А кажется, будто уже не за горами.
Улыбнувшись, она убирает почту в ящик и поворачивается к слишком большому для нашего жалкого графика календарю. Отрывает верхний листик, аккуратно складывает его и засовывает в нижний шкаф к остальным, чтобы будущие поколения оценили наш самый скучный год.
– Новый месяц, – говорит она мне. – Пора составлять расписание. – Она держит ручку наготове, чтобы снова упаковать мою жизнь в маленькие подписанные коробки, где ей самое место. – На этой неделе у тебя есть внеплановые дела в школе?
– Нет. Завтра у меня важный тест, поэтому сегодня мне нужно будет позаниматься.
Она вычеркивает мою смену после пяти.
– В среду вечером у меня встреча предпринимателей.
Записывает встречу на шесть часов без каких-либо деталей.
– Где она состоится?
– Точно не помню. Мы чередуем магазины.
– А почему она ни разу не проводилась у нас?
– Наш магазин для этого маловат. – Она смотрит на почти пустой календарь. – Что-нибудь еще?

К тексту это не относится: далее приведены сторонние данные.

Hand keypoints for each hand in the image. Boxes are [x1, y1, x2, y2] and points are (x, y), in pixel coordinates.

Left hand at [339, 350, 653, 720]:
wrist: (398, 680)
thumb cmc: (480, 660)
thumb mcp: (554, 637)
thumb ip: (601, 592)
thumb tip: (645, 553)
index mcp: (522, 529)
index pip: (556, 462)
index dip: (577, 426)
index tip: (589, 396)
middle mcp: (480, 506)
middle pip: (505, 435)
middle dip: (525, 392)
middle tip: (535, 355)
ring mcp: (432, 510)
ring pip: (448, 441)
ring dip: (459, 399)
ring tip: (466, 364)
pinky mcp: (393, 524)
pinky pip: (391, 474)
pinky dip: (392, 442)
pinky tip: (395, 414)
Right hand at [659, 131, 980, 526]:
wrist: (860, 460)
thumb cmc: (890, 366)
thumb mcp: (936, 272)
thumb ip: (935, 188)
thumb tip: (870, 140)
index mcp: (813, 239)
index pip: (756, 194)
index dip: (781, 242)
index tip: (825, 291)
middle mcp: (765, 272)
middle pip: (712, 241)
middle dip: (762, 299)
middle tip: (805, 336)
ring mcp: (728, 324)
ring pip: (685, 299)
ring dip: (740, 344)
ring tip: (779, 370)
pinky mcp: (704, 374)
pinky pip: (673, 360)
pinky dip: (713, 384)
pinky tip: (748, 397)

Мой взгляд задерживается на субботе, дне, когда мы с Ксандером устраивали дни карьеры. В эту субботу была бы его очередь.
– Нет. Ничего.
– Ух ты, захватывающий у нас месяц. Даже не знаю, сможем ли мы справиться с таким плотным графиком.
– Никаких посиделок?
– Пока нет.
Она откладывает ручку и достает чистящие средства. Весь день я поглядываю на календарь и на «встречу» в среду. Почему мне это кажется подозрительным? Я несколько месяцев врала маме о том, с кем гуляла. Возможно ли такое, что она тоже мне врала? В памяти всплывает имя Мэтью, и я быстренько стараюсь выбросить его из головы. Но ничего не выходит.
– Мам, а кто…
Мой вопрос прерывает звон дверного колокольчика. Я поднимаю голову, какая-то глупая надежда внутри меня нашептывает, что это может быть Ксандер. Но это не он. Это Мейсон.